Le rapport de l'organisation indique que les attaques sont menées principalement à travers les réseaux sociaux et que sa surveillance a permis d'identifier certains schémas basés sur des stéréotypes de genre, comme la sexualisation, la remise en question de leurs capacités ou le ridicule.
« On se demande à quoi ils ressemblent, s'ils s'habillent ou non, s'ils se maquillent ou non, ou on affirme qu'ils ne sont bons que pour cela », explique Tania Sánchez, coordinatrice de l'institution, dans le rapport. Selon l'analyse, certains messages cherchent à discréditer la participation politique des femmes avec des commentaires suggérant qu'elles devraient se consacrer aux tâches domestiques.
Selon l'étude, réalisée sur Facebook, Instagram, les agressions sont d'autant plus fréquentes que les requérants sont jeunes : 56 % des personnes concernées ont entre 30 et 40 ans.

La newsletter documente des cas emblématiques qui illustrent comment la violence numérique combine insultes, objectivation, désinformation et discours de haine. Dans plusieurs cas, les attaques ne ciblent pas seulement un candidat spécifique, mais comparent ou opposent les femmes les unes aux autres pour les discréditer collectivement.
Parmi les candidats attaqués, l'organisation a cité l'ancienne maire de Santa Cruz de la Sierra, Angélica Sosa, et l'ancienne députée de la même région, Luisa Nayar. Il mentionne également le harcèlement auquel ont été confrontées les candidates Mayté Flores, Rocío Molina, Luciana Campero et Toribio Lero, qui ont déclaré avoir été victimes d'insultes axées sur leur auto-identification autochtone.
Pour l'Observatoire du genre de l'organisation, ces schémas ne constituent pas des événements isolés, mais font plutôt partie de stratégies visant à éroder la légitimité des candidats, en particulier lorsqu'ils se disputent des espaces de pouvoir politique plus important.
Quelque chose de similaire s'est produit lors des élections nationales d'octobre dernier, lorsque des attaques et des discours de haine contre cinq candidats ont été documentés, dont la seule femme candidate à la vice-présidence, Mariana Prado.
Bien que la Bolivie sanctionne le harcèlement et la violence politique par la loi 243, la récurrence des cas montre qu'il s'agit d'une pratique persistante et structurelle. En annonçant son étude, la Coordinatrice des Femmes a exigé que la Cour Électorale Suprême sanctionne la diffusion de contenus misogynes et active les mécanismes prévus pour empêcher les démissions forcées pour cause de harcèlement.
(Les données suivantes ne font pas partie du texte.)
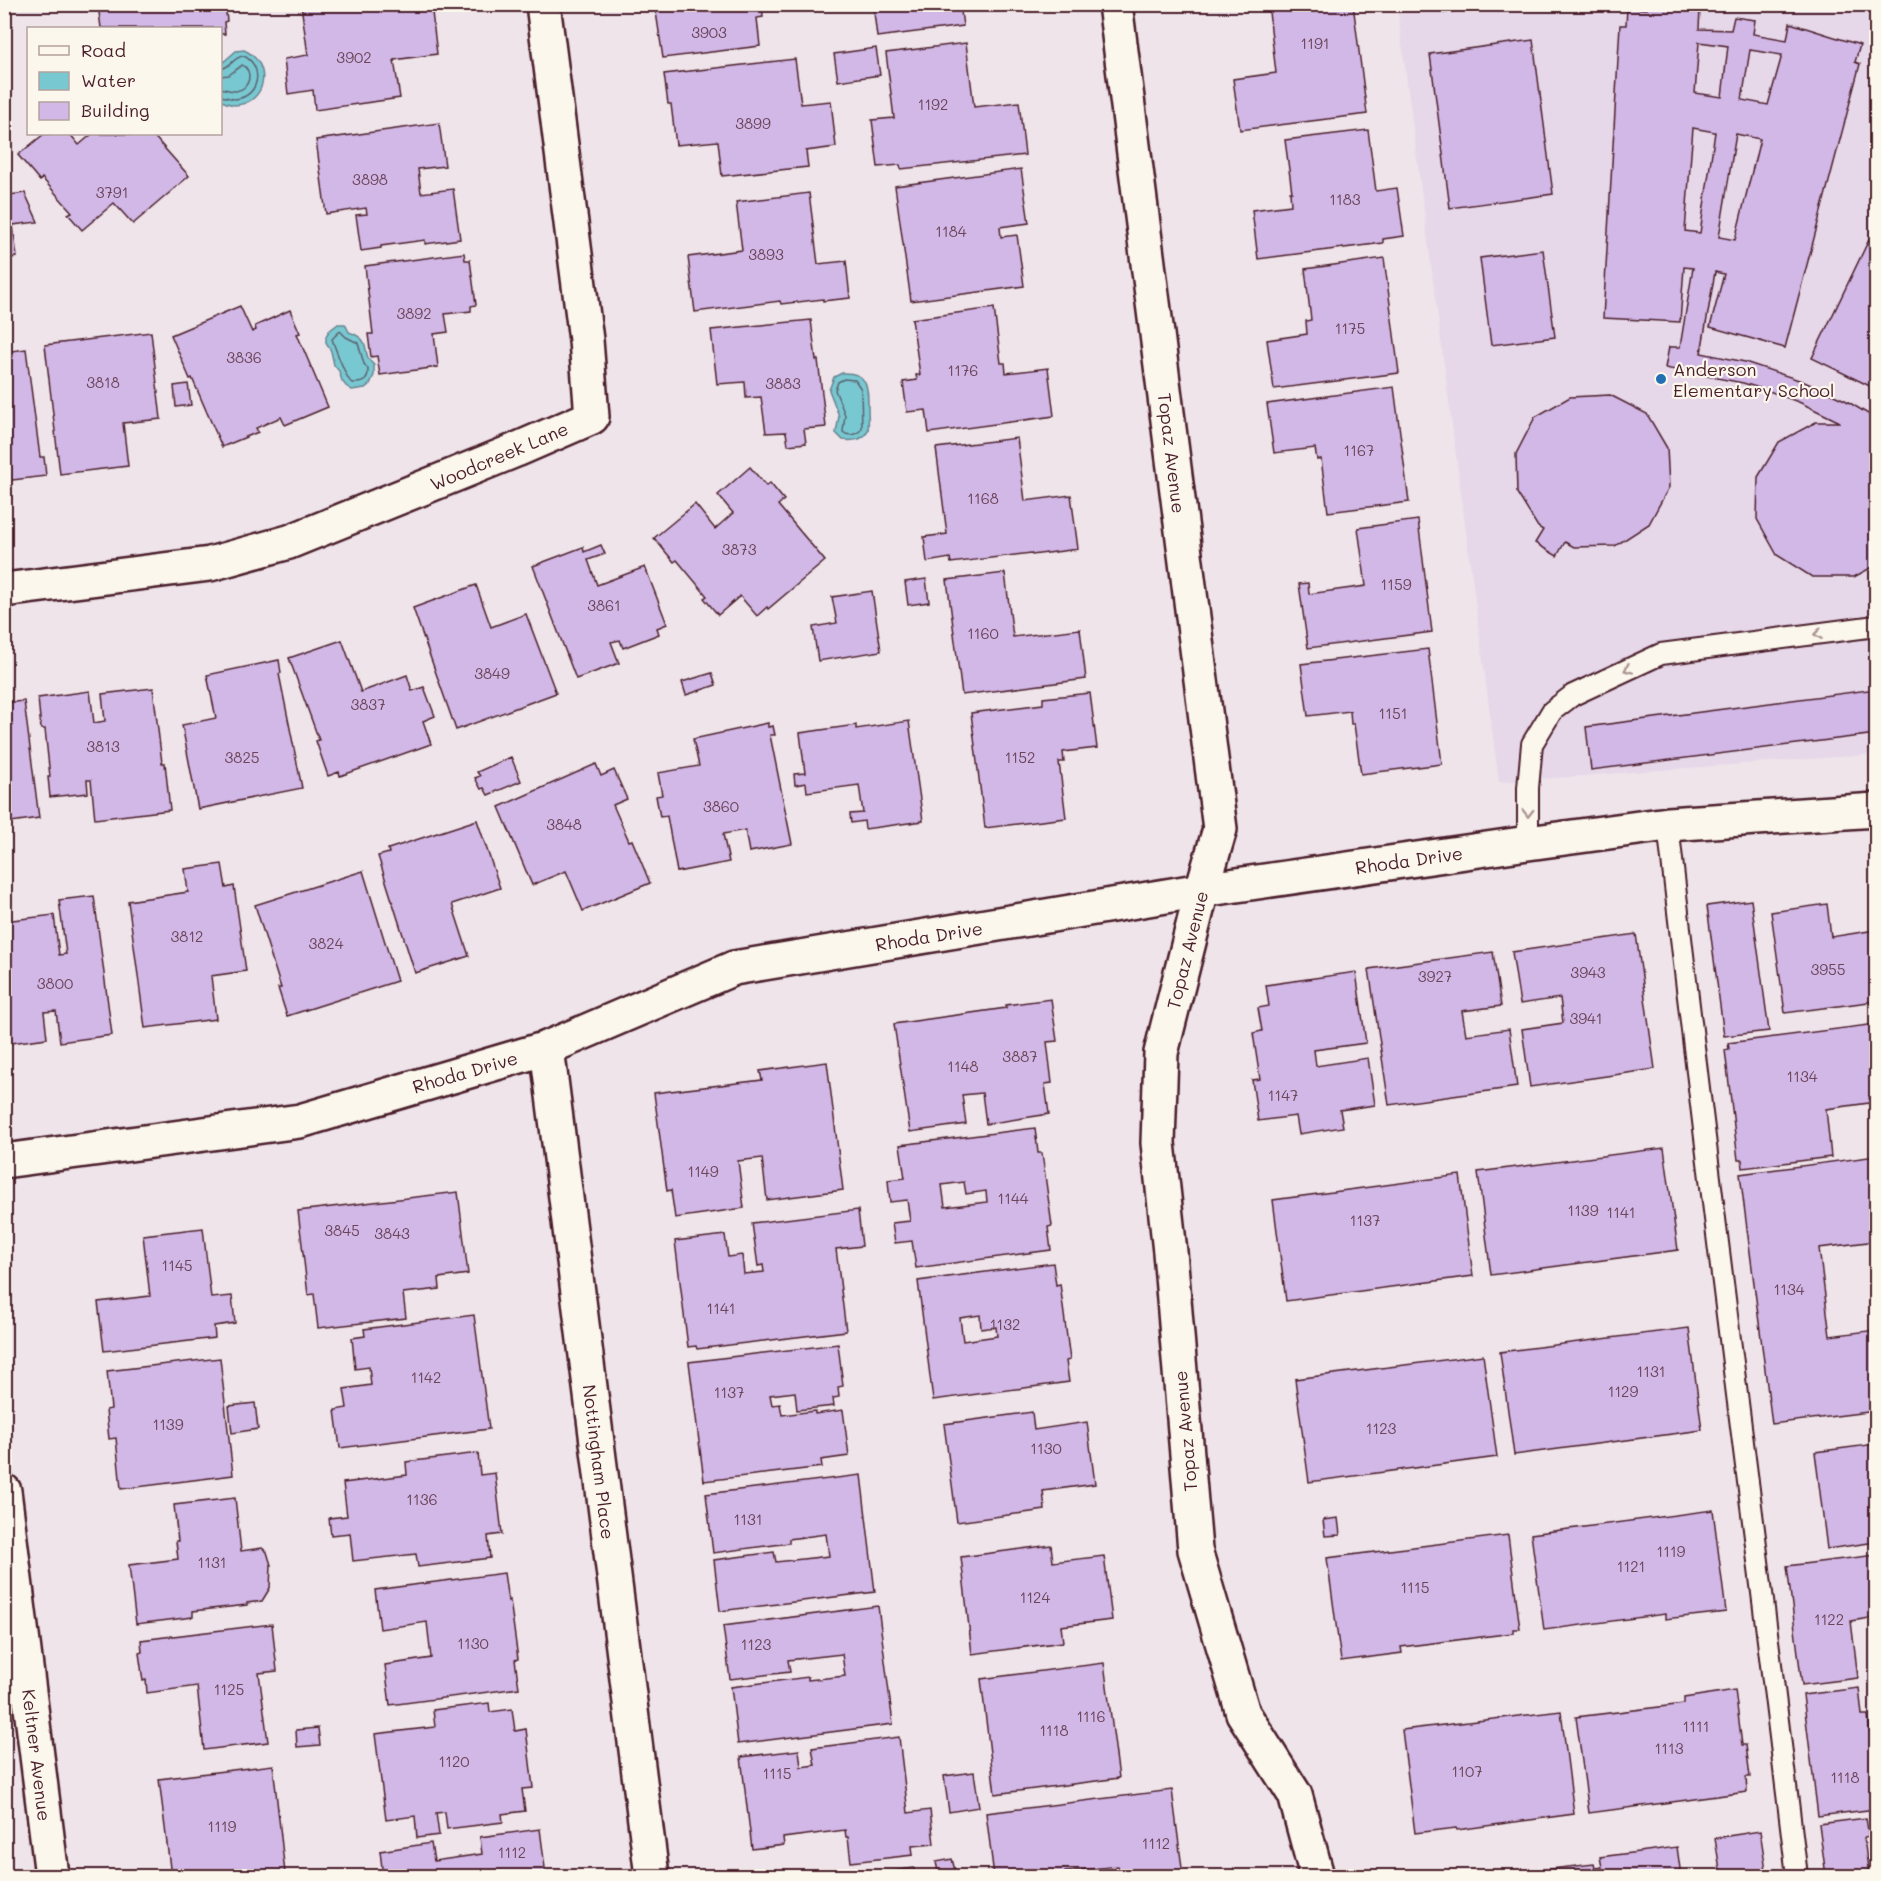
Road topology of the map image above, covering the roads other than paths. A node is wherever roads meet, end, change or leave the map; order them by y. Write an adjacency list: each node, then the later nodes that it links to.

« La violence politique numérique viole non seulement les droits individuels, mais affecte également la qualité démocratique dans son ensemble. Garantir des campagnes électorales sans violence est une condition d'une démocratie à part entière », a déclaré Sánchez.
La question de la violence politique a fait l'objet de débats ces dernières semaines suite à la démission de trois hauts responsables de l'État sur fond de controverses et de tensions politiques. L'un des cas concerne l'ancien vice-ministre de l'Autonomie, Andrea Barrientos, qui a démissionné de ses fonctions suite aux critiques et aux pressions pour avoir refusé de fixer un délai pour l'établissement d'un nouveau modèle de répartition des impôts.
Après avoir présenté sa démission, Barrientos a publié un message dans lequel elle souligne les difficultés auxquelles les femmes sont confrontées dans l'exercice de la politique et affirme que « les normes sont presque toujours différentes » de celles des hommes.
« Ils nous traitent d'incapables, d'inaptes, d'insuffisants. Les coups arrivent, les disqualifications, les tentatives de nous faire taire. Mais beaucoup d'entre nous sont déjà passés par là et permettez-moi de le dire avec une certitude absolue : des milliers d'autres arrivent. Le feu de joie ne suffit pas à tant de personnes », a-t-il conclu.